• [Aim of the exercise]
Some lines in the listing may contain the word "Aguirre". Say how many, with the number alone.

╭─ Records for processing

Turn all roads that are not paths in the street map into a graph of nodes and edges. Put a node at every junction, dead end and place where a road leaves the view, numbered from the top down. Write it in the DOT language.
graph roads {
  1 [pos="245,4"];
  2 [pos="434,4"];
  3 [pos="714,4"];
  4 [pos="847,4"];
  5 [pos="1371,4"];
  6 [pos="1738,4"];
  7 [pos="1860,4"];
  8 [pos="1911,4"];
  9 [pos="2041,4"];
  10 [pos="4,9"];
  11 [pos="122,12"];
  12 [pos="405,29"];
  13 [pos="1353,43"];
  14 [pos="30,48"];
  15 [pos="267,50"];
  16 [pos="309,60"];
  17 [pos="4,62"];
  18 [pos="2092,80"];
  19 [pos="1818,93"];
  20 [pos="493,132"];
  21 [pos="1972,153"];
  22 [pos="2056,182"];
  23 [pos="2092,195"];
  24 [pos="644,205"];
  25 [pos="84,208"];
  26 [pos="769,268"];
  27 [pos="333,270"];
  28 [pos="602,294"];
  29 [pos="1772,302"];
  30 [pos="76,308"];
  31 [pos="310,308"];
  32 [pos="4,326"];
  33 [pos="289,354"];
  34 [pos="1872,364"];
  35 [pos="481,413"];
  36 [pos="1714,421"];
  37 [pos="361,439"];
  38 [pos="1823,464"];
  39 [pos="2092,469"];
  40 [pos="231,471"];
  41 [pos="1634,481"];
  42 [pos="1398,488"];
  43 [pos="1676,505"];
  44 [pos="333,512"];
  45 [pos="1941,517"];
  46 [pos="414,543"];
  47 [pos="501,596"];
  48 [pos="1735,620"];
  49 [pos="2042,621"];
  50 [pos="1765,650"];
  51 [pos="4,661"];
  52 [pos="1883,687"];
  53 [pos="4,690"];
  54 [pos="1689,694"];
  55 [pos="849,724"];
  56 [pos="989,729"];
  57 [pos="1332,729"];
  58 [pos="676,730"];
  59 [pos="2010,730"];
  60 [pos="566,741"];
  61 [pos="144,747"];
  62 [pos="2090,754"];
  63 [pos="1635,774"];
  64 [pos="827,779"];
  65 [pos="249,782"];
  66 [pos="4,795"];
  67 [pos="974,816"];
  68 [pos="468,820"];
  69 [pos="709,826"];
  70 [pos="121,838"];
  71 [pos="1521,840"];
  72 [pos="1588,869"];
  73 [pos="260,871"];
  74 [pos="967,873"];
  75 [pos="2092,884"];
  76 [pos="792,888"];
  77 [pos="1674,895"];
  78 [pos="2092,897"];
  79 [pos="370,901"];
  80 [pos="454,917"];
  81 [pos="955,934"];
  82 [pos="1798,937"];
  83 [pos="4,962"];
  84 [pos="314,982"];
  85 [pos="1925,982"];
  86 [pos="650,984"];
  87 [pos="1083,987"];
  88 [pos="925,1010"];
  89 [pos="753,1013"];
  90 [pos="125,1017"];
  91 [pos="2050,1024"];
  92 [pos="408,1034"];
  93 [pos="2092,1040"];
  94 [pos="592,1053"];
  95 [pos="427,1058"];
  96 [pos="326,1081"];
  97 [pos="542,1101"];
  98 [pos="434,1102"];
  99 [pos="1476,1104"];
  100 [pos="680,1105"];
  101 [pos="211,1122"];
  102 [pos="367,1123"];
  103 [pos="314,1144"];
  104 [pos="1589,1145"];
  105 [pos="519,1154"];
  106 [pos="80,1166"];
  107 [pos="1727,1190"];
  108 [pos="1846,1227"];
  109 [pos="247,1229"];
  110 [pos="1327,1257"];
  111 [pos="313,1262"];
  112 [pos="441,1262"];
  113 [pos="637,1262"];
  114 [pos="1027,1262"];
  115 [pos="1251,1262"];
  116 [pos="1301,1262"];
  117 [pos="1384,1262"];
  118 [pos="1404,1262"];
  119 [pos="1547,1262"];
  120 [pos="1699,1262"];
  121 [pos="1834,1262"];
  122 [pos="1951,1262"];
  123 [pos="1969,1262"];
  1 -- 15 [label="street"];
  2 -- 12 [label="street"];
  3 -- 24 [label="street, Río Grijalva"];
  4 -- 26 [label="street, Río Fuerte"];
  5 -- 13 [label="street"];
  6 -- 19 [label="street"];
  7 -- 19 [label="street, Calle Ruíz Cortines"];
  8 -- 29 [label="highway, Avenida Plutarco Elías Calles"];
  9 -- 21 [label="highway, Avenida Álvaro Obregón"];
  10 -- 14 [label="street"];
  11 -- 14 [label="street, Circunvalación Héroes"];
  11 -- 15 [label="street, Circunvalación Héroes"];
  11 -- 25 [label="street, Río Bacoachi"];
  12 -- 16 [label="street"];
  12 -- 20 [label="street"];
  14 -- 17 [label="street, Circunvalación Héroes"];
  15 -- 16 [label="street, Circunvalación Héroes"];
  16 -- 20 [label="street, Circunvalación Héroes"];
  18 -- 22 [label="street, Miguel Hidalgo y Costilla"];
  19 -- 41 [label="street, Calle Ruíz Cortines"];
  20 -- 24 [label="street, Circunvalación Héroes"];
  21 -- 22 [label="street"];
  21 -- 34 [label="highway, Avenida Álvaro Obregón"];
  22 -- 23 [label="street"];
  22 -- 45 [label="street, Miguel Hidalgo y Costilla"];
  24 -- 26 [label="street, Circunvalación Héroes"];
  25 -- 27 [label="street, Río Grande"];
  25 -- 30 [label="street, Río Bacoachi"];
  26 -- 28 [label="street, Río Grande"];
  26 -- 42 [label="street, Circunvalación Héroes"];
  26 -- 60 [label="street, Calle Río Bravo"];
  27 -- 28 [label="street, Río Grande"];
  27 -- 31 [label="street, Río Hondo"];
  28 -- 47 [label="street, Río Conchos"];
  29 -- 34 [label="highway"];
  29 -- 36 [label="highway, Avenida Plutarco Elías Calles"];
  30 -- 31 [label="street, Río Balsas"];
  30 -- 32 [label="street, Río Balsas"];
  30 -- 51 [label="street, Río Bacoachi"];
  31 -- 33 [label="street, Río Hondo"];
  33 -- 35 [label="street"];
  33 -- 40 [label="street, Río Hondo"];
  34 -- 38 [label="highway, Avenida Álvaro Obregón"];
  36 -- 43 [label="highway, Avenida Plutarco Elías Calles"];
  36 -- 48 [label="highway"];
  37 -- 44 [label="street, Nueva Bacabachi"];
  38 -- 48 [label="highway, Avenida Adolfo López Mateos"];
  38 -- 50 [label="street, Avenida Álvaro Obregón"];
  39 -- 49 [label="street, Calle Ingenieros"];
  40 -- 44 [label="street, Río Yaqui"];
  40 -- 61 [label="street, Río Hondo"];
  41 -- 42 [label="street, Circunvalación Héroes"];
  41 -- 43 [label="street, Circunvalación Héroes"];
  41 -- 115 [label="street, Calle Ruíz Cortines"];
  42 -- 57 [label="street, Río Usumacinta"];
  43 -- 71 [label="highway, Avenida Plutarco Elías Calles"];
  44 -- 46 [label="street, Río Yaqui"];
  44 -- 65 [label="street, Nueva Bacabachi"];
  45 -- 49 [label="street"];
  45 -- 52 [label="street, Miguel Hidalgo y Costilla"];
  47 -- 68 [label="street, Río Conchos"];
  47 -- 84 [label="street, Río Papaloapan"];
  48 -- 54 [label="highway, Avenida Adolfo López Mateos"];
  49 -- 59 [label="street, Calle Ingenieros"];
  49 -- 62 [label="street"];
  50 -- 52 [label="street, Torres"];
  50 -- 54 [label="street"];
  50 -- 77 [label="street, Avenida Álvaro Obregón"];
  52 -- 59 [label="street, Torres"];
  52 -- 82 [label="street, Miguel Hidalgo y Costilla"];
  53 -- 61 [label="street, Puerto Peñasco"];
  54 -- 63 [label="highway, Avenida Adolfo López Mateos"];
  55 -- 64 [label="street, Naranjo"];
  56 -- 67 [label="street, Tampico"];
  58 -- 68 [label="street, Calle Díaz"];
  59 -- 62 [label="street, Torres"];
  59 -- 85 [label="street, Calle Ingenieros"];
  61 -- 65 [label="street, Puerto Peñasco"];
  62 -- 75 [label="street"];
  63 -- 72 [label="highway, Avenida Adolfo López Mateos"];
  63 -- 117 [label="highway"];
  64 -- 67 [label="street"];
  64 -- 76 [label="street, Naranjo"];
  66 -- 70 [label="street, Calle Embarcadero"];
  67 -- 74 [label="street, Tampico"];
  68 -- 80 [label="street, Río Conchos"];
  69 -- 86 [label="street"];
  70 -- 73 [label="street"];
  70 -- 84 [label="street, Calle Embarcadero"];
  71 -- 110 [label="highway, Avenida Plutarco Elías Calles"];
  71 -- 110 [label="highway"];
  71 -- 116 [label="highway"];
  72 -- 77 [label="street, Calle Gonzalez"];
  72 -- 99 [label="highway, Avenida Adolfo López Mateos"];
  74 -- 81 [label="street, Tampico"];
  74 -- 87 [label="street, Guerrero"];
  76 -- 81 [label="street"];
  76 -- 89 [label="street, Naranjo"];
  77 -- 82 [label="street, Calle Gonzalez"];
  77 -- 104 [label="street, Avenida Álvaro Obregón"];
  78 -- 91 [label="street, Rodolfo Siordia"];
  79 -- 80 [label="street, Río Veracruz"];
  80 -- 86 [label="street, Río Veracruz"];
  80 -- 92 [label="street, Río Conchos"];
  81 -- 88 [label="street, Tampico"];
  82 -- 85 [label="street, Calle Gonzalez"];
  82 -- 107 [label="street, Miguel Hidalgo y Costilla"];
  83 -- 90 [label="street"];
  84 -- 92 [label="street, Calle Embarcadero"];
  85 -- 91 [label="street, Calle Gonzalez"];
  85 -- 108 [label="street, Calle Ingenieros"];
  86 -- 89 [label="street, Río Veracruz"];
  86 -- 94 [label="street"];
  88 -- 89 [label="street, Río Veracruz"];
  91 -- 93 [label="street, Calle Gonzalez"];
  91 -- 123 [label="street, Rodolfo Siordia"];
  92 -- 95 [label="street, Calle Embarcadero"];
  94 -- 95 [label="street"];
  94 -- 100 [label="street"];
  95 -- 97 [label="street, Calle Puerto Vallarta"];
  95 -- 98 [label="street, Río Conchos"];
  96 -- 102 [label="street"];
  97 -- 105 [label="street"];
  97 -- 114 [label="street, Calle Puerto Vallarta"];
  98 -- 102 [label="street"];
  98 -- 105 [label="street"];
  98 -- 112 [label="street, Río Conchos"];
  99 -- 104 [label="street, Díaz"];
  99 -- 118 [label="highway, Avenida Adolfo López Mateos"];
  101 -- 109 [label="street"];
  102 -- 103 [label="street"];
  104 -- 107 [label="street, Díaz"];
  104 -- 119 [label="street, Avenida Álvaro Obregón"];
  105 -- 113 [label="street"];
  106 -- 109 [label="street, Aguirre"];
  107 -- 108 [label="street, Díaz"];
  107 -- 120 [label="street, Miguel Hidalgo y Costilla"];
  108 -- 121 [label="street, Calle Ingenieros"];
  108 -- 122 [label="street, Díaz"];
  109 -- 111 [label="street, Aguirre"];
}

╰─

• [Written answer]
2